Rengi, tadı ve kokusuyla hibrit türü tohumluklardan farklı özellik taşıyan, orta yaşın üzerindekilere çocukluklarında tükettikleri domatesi hatırlatan, halk arasında da 'ragıp cav cav, lapçin, anam babam domatesi' olarak bilinen yerli domates ıslah edilerek Cemile F1 adıyla Mersin'in Silifke ilçesine bağlı Atayurt beldesinde seralarda da yetiştirilmeye başlandı. Yeril domatesler, özellikle Rusya'da tüketicilerden büyük ilgi görüyor.
ARTIK DOĞAL İSTENİYOR
Yerli domatesin ıslah çalışmasını yapan Yüksel Tohum'un Güneydoğu Anadolu Distribütörü Hasan Basri Nalbant, Türkiye'de, 1960'lı yıllara kadar açıkta domates yetiştiriciliği yapıldığını sonrasında hibrit tohumculuğun çıktığını ve verimde büyük bir artış yaşandığını, bu nedenle yerli domates türüne rağbetin azaldığını söyledi.

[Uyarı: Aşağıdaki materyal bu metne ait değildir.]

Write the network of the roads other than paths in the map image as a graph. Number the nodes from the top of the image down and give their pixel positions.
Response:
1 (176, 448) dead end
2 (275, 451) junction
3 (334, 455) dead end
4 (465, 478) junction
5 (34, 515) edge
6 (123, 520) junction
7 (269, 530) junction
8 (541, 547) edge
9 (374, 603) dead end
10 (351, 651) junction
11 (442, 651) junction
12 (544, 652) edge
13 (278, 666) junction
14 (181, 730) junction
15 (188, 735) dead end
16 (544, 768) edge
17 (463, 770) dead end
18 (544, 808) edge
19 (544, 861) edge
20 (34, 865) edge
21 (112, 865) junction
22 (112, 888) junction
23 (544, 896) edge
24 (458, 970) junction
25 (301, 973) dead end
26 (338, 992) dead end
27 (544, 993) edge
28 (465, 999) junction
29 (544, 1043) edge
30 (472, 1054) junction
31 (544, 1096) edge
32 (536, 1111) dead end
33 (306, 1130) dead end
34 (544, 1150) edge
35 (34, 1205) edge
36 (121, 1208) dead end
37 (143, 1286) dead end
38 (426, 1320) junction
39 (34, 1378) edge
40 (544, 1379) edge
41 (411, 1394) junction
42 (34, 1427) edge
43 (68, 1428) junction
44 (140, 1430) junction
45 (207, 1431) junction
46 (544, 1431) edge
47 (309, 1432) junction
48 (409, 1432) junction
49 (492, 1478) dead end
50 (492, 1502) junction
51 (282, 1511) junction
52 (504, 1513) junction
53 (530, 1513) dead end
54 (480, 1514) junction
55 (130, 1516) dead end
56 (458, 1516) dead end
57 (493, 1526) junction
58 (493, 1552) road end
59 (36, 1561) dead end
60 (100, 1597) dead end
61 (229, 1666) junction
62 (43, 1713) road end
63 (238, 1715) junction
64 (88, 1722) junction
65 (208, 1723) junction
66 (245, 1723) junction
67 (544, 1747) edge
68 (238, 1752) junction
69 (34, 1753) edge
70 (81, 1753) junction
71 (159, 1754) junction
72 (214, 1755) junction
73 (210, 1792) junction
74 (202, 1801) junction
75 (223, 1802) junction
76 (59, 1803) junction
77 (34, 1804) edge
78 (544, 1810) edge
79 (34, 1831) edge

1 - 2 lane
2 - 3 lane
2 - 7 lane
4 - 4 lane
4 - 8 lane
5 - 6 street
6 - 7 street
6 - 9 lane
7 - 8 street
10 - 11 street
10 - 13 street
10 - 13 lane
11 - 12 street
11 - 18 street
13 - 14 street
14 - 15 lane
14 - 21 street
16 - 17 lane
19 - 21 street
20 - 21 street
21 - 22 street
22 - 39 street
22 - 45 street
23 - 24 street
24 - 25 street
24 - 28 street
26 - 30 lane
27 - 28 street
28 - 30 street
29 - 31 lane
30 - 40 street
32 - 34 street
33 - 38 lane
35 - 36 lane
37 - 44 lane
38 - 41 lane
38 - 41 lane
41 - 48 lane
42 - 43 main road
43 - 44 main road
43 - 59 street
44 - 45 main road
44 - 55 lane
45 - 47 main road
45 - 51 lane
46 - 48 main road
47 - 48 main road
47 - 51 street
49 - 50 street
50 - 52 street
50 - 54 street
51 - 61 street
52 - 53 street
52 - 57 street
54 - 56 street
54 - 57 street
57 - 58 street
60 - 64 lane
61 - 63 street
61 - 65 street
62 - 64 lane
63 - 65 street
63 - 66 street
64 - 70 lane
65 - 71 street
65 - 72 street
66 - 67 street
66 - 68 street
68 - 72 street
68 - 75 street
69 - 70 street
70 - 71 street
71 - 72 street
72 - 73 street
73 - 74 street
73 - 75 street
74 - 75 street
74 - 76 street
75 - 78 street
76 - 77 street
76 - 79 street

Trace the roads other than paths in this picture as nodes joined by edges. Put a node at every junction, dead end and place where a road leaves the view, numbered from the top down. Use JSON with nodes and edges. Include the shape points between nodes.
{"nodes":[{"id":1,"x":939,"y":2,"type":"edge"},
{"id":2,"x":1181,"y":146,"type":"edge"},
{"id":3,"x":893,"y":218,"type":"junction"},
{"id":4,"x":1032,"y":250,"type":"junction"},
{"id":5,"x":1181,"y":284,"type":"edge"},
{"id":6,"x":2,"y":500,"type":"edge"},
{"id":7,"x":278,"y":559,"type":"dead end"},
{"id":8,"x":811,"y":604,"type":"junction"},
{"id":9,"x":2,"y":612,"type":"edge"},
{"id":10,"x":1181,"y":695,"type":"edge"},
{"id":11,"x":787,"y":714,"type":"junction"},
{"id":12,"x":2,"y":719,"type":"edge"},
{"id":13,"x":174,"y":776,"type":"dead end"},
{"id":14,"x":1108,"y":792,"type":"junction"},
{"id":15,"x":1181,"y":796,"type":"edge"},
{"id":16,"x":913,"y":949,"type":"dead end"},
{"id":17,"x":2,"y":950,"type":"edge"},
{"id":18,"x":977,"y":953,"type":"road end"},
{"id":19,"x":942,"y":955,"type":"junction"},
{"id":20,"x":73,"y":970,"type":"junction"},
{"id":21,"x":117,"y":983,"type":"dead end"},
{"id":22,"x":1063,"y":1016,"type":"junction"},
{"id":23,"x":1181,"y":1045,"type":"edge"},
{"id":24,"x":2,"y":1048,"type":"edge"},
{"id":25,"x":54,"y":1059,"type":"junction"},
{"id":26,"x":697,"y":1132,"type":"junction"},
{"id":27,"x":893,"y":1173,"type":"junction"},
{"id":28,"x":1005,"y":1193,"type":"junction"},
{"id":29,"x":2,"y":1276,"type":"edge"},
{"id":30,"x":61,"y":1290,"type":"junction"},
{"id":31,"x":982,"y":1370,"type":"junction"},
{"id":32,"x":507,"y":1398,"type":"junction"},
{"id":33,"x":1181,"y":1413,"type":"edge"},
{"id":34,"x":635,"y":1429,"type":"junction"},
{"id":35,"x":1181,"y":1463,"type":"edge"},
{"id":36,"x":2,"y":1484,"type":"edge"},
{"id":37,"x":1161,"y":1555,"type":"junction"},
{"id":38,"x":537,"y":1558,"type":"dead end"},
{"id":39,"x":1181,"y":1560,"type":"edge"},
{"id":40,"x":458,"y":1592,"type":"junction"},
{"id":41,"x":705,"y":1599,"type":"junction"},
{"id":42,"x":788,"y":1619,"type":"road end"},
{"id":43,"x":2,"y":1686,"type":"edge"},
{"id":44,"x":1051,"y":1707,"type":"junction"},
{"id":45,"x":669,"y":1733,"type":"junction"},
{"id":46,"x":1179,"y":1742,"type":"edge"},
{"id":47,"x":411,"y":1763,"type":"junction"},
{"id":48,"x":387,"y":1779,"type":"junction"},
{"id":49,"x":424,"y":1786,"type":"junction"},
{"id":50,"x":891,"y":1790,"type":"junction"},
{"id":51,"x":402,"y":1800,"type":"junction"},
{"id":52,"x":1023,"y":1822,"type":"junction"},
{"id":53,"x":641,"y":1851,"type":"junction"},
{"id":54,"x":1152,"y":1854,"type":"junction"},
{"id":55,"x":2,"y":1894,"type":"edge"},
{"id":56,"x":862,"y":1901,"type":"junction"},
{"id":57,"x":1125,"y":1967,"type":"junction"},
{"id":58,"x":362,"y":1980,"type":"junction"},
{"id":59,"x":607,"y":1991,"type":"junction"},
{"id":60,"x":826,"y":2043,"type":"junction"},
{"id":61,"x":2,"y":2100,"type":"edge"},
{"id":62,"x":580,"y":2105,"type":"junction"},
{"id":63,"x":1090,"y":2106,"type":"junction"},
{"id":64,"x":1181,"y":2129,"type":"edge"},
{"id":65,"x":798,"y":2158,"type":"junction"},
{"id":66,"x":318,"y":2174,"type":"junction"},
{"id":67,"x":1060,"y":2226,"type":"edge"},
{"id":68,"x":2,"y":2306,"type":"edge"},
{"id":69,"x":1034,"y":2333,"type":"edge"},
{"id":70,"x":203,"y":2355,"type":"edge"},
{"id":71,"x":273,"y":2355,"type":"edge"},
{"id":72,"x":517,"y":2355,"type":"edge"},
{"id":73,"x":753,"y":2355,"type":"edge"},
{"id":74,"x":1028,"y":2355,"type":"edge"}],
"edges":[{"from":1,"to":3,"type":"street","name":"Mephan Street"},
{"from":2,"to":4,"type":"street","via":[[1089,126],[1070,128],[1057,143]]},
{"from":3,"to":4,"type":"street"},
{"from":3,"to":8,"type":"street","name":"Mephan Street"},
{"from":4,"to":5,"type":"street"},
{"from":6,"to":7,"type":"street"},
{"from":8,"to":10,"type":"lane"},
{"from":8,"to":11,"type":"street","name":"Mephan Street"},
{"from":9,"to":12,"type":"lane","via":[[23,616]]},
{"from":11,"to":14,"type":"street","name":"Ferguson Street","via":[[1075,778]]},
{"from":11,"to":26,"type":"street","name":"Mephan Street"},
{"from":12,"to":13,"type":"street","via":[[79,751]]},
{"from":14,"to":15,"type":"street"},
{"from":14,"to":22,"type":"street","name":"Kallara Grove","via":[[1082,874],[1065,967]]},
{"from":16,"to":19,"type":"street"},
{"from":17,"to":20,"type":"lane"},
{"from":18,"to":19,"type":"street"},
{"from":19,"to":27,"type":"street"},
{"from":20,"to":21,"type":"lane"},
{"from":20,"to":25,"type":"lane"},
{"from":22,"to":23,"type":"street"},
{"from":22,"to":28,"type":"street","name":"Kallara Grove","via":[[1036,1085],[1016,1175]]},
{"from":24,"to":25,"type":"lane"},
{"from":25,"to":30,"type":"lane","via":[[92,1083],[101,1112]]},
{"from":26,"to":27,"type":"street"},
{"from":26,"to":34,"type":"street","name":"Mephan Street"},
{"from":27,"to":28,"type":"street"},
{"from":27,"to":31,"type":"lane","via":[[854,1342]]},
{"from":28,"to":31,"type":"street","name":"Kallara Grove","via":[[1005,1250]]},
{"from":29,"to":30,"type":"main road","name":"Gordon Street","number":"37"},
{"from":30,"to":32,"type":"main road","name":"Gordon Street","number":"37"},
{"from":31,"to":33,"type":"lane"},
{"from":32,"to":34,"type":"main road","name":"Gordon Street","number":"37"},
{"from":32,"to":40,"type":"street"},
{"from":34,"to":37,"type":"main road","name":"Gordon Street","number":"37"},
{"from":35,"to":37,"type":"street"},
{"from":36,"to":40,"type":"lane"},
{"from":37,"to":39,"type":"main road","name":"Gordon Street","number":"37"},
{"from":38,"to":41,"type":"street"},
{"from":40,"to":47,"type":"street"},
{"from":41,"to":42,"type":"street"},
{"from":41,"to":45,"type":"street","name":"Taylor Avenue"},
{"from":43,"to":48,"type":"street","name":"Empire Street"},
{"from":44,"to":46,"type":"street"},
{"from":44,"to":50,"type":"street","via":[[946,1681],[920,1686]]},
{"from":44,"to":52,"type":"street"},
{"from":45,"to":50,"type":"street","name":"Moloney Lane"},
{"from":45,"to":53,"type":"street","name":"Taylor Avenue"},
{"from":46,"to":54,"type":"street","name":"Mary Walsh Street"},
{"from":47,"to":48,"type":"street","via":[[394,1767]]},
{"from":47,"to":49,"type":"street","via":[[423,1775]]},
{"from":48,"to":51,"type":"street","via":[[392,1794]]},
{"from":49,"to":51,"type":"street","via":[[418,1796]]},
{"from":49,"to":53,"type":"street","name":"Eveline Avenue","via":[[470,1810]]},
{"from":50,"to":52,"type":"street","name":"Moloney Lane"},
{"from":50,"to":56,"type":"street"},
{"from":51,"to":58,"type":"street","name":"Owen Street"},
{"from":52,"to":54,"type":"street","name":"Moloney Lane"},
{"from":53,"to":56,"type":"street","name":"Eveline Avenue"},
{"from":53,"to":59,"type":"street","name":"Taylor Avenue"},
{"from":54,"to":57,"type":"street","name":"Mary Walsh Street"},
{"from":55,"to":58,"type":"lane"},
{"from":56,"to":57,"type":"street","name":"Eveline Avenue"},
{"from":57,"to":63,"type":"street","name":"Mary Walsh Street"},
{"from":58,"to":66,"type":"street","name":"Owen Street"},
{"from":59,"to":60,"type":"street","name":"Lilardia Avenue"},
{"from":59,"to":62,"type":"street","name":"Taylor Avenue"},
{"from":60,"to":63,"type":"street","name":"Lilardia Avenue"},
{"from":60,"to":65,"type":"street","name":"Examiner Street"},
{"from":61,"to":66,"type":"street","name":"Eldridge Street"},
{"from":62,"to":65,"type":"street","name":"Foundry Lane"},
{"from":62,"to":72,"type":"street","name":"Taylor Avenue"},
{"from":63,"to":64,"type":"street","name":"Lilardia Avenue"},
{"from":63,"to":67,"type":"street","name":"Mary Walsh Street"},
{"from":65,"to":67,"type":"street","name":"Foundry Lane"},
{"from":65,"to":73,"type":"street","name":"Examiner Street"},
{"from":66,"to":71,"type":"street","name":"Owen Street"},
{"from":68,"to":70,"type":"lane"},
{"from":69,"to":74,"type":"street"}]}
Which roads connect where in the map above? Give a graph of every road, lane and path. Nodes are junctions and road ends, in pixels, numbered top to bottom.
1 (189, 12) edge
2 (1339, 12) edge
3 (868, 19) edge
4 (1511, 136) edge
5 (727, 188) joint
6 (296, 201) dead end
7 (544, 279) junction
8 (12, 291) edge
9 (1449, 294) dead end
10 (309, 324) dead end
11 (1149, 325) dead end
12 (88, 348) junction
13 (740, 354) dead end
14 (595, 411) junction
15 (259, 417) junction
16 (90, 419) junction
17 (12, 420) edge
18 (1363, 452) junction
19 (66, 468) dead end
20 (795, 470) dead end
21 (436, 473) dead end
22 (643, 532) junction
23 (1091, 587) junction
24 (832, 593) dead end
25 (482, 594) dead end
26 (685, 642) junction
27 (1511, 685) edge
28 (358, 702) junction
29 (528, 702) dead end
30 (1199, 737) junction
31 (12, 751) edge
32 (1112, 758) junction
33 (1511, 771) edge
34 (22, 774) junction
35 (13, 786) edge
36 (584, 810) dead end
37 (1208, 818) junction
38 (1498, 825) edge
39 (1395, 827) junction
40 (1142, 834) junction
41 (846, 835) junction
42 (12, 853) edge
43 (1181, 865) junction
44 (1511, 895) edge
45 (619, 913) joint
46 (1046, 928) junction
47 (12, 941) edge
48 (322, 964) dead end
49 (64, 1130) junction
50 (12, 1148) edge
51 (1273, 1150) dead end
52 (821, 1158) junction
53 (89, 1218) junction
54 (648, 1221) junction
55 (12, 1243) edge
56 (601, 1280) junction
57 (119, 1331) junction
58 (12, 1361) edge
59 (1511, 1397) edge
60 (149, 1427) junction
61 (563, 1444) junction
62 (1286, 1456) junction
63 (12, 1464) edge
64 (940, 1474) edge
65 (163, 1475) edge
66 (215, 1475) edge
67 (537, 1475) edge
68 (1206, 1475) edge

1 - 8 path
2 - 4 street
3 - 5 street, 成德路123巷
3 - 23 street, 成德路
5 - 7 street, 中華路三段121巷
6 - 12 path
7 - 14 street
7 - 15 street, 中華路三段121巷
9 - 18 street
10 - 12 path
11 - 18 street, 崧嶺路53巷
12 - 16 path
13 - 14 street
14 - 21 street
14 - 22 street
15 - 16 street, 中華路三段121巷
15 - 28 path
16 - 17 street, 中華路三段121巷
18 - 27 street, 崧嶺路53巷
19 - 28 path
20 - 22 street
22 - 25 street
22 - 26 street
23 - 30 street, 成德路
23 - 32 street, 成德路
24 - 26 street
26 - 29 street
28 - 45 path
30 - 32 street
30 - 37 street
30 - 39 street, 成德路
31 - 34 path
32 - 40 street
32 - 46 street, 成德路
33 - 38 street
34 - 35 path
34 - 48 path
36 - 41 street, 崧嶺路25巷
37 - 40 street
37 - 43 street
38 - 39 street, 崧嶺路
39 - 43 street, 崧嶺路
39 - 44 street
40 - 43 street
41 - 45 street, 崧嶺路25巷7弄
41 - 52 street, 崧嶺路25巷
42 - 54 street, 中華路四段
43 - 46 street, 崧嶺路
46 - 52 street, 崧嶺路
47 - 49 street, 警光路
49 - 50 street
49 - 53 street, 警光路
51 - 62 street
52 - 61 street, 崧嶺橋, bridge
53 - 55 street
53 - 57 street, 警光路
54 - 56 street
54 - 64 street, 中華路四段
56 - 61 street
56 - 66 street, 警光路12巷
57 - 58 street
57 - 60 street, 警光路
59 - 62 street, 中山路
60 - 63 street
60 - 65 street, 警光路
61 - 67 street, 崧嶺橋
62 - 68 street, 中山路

Islah programlarında, daha çok verimin artırılması ve yola dayanıklılığın ön plana çıkartılmasıyla doğallıktan uzaklaşıldığını belirten Nalbant, "Ancak, aradan uzun yıllar geçip insanların gelir düzeyi arttıkça doğallığa özlem de aynı paralelde arttı" dedi.
DALINDA 1,5 LİRA
"Tüketicideki bu eğilimi dikkate alarak başlatılan üretimde pazar sıkıntısı yaşanmadığı gibi tüccarın ve ihracatçının talebi karşılanmakta zorlanıyor" diyen Nalbant, "Bizim yerli olarak adlandırdığımız bu tür domates çeşidi Avrupa'da, ABD'de, Rusya da ve Japonya'daki marketlerde kilosu 2-10 dolar arasında fiyatlarla satılıyor. Neden bizim en saf domatesimiz de bu rakamlarla satılmasın, neden ihracatı daha fazla yapılmasın?" diye konuştu. Nalbant, yerli köy domatesinin pazarlanmasında hiçbir sıkıntı yaşanmadığını belirterek, dalında 1 lira 50 kuruştan alıcı bulduğunu söyledi.